(Collected data entries)
+--

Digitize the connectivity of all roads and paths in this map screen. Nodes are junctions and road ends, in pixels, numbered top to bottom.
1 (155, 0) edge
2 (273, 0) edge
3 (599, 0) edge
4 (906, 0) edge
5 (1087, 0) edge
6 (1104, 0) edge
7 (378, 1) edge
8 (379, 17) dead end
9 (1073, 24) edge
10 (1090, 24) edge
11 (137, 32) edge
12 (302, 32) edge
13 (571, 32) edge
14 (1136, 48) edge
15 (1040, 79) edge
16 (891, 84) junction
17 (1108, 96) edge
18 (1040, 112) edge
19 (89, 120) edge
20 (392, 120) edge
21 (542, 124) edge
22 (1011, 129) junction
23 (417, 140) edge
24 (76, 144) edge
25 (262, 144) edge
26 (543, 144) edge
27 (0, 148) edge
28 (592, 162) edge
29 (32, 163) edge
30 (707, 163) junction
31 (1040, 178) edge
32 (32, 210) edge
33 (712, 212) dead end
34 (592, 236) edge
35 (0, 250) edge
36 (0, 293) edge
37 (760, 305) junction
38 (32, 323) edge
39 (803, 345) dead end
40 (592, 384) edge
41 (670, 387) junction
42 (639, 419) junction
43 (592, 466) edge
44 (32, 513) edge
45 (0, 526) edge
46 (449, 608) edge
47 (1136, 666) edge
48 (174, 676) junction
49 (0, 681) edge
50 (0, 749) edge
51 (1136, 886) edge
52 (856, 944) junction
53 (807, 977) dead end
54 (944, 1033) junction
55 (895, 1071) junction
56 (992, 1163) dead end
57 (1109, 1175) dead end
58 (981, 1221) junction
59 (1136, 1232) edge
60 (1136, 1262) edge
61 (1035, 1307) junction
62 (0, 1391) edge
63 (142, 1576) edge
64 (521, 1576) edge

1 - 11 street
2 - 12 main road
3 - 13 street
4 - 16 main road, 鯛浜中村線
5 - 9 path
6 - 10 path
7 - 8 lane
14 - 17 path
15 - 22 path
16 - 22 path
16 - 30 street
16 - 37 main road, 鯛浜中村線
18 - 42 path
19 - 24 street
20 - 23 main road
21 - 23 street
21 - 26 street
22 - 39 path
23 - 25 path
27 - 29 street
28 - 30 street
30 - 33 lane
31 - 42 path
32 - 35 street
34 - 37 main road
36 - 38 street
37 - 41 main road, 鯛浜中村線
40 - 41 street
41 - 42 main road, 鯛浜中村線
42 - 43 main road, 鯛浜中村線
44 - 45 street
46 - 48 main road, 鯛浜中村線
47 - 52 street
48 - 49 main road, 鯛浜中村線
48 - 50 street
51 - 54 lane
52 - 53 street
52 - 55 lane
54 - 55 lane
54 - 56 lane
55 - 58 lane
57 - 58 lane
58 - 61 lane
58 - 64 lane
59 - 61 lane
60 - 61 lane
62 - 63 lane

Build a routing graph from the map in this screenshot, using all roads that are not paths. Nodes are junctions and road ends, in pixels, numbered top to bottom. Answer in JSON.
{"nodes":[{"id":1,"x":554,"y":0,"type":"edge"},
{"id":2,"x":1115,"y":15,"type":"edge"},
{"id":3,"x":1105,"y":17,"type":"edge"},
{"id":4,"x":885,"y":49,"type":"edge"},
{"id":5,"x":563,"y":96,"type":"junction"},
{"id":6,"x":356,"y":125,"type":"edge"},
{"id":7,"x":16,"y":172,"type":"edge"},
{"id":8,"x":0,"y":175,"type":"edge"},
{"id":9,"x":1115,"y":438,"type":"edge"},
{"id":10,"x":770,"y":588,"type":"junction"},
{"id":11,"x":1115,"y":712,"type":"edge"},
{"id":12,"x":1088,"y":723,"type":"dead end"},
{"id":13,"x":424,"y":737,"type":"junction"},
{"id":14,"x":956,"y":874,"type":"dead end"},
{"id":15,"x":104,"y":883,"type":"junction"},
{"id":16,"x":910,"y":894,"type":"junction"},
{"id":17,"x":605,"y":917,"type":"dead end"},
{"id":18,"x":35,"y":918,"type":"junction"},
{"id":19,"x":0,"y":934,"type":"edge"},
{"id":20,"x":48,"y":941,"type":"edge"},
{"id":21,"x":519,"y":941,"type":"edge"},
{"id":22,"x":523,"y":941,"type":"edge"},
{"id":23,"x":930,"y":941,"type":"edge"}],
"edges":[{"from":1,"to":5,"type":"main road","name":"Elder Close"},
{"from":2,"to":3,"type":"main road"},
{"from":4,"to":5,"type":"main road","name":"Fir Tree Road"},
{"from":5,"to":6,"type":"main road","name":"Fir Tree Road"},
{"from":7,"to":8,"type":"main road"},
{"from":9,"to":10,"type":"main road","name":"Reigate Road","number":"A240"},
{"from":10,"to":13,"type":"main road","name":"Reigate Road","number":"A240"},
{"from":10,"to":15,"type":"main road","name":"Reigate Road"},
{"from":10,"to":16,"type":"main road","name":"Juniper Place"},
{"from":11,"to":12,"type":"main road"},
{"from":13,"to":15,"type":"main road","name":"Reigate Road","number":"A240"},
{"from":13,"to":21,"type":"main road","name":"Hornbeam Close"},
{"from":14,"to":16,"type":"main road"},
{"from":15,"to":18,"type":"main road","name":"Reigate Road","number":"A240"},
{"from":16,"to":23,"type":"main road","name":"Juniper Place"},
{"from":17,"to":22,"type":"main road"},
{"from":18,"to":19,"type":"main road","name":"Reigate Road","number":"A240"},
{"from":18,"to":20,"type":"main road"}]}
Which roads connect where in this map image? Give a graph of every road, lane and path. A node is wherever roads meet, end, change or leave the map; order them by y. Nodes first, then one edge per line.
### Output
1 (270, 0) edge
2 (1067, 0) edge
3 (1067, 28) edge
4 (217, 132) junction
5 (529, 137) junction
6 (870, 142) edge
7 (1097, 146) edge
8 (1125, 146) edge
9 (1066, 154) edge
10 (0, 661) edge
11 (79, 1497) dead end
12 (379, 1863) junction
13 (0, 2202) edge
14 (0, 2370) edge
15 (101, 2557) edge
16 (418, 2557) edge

+--

* [Task objective]: Without omitting anything, output the data verbatim.

* [Output of the task]:
Digitize the connectivity of all roads and paths in this map screen. Nodes are junctions and road ends, in pixels, numbered top to bottom.
1 (155, 0) edge
2 (273, 0) edge
3 (599, 0) edge
4 (906, 0) edge
5 (1087, 0) edge
6 (1104, 0) edge
7 (378, 1) edge
8 (379, 17) dead end
9 (1073, 24) edge
10 (1090, 24) edge
11 (137, 32) edge
12 (302, 32) edge
13 (571, 32) edge
14 (1136, 48) edge
15 (1040, 79) edge
16 (891, 84) junction
17 (1108, 96) edge
18 (1040, 112) edge
19 (89, 120) edge
20 (392, 120) edge
21 (542, 124) edge
22 (1011, 129) junction
23 (417, 140) edge
24 (76, 144) edge
25 (262, 144) edge
26 (543, 144) edge
27 (0, 148) edge
28 (592, 162) edge
29 (32, 163) edge
30 (707, 163) junction
31 (1040, 178) edge
32 (32, 210) edge
33 (712, 212) dead end
34 (592, 236) edge
35 (0, 250) edge
36 (0, 293) edge
37 (760, 305) junction
38 (32, 323) edge
39 (803, 345) dead end
40 (592, 384) edge
41 (670, 387) junction
42 (639, 419) junction
43 (592, 466) edge
44 (32, 513) edge
45 (0, 526) edge
46 (449, 608) edge
47 (1136, 666) edge
48 (174, 676) junction
49 (0, 681) edge
50 (0, 749) edge
51 (1136, 886) edge
52 (856, 944) junction
53 (807, 977) dead end
54 (944, 1033) junction
55 (895, 1071) junction
56 (992, 1163) dead end
57 (1109, 1175) dead end
58 (981, 1221) junction
59 (1136, 1232) edge
60 (1136, 1262) edge
61 (1035, 1307) junction
62 (0, 1391) edge
63 (142, 1576) edge
64 (521, 1576) edge

1 - 11 street
2 - 12 main road
3 - 13 street
4 - 16 main road, 鯛浜中村線
5 - 9 path
6 - 10 path
7 - 8 lane
14 - 17 path
15 - 22 path
16 - 22 path
16 - 30 street
16 - 37 main road, 鯛浜中村線
18 - 42 path
19 - 24 street
20 - 23 main road
21 - 23 street
21 - 26 street
22 - 39 path
23 - 25 path
27 - 29 street
28 - 30 street
30 - 33 lane
31 - 42 path
32 - 35 street
34 - 37 main road
36 - 38 street
37 - 41 main road, 鯛浜中村線
40 - 41 street
41 - 42 main road, 鯛浜中村線
42 - 43 main road, 鯛浜中村線
44 - 45 street
46 - 48 main road, 鯛浜中村線
47 - 52 street
48 - 49 main road, 鯛浜中村線
48 - 50 street
51 - 54 lane
52 - 53 street
52 - 55 lane
54 - 55 lane
54 - 56 lane
55 - 58 lane
57 - 58 lane
58 - 61 lane
58 - 64 lane
59 - 61 lane
60 - 61 lane
62 - 63 lane

Build a routing graph from the map in this screenshot, using all roads that are not paths. Nodes are junctions and road ends, in pixels, numbered top to bottom. Answer in JSON.
{"nodes":[{"id":1,"x":554,"y":0,"type":"edge"},
{"id":2,"x":1115,"y":15,"type":"edge"},
{"id":3,"x":1105,"y":17,"type":"edge"},
{"id":4,"x":885,"y":49,"type":"edge"},
{"id":5,"x":563,"y":96,"type":"junction"},
{"id":6,"x":356,"y":125,"type":"edge"},
{"id":7,"x":16,"y":172,"type":"edge"},
{"id":8,"x":0,"y":175,"type":"edge"},
{"id":9,"x":1115,"y":438,"type":"edge"},
{"id":10,"x":770,"y":588,"type":"junction"},
{"id":11,"x":1115,"y":712,"type":"edge"},
{"id":12,"x":1088,"y":723,"type":"dead end"},
{"id":13,"x":424,"y":737,"type":"junction"},
{"id":14,"x":956,"y":874,"type":"dead end"},
{"id":15,"x":104,"y":883,"type":"junction"},
{"id":16,"x":910,"y":894,"type":"junction"},
{"id":17,"x":605,"y":917,"type":"dead end"},
{"id":18,"x":35,"y":918,"type":"junction"},
{"id":19,"x":0,"y":934,"type":"edge"},
{"id":20,"x":48,"y":941,"type":"edge"},
{"id":21,"x":519,"y":941,"type":"edge"},
{"id":22,"x":523,"y":941,"type":"edge"},
{"id":23,"x":930,"y":941,"type":"edge"}],
"edges":[{"from":1,"to":5,"type":"main road","name":"Elder Close"},
{"from":2,"to":3,"type":"main road"},
{"from":4,"to":5,"type":"main road","name":"Fir Tree Road"},
{"from":5,"to":6,"type":"main road","name":"Fir Tree Road"},
{"from":7,"to":8,"type":"main road"},
{"from":9,"to":10,"type":"main road","name":"Reigate Road","number":"A240"},
{"from":10,"to":13,"type":"main road","name":"Reigate Road","number":"A240"},
{"from":10,"to":15,"type":"main road","name":"Reigate Road"},
{"from":10,"to":16,"type":"main road","name":"Juniper Place"},
{"from":11,"to":12,"type":"main road"},
{"from":13,"to":15,"type":"main road","name":"Reigate Road","number":"A240"},
{"from":13,"to":21,"type":"main road","name":"Hornbeam Close"},
{"from":14,"to":16,"type":"main road"},
{"from":15,"to":18,"type":"main road","name":"Reigate Road","number":"A240"},
{"from":16,"to":23,"type":"main road","name":"Juniper Place"},
{"from":17,"to":22,"type":"main road"},
{"from":18,"to":19,"type":"main road","name":"Reigate Road","number":"A240"},
{"from":18,"to":20,"type":"main road"}]}
Which roads connect where in this map image? Give a graph of every road, lane and path. A node is wherever roads meet, end, change or leave the map; order them by y. Nodes first, then one edge per line.
### Output
1 (270, 0) edge
2 (1067, 0) edge
3 (1067, 28) edge
4 (217, 132) junction
5 (529, 137) junction
6 (870, 142) edge
7 (1097, 146) edge
8 (1125, 146) edge
9 (1066, 154) edge
10 (0, 661) edge
11 (79, 1497) dead end
12 (379, 1863) junction
13 (0, 2202) edge
14 (0, 2370) edge
15 (101, 2557) edge
16 (418, 2557) edge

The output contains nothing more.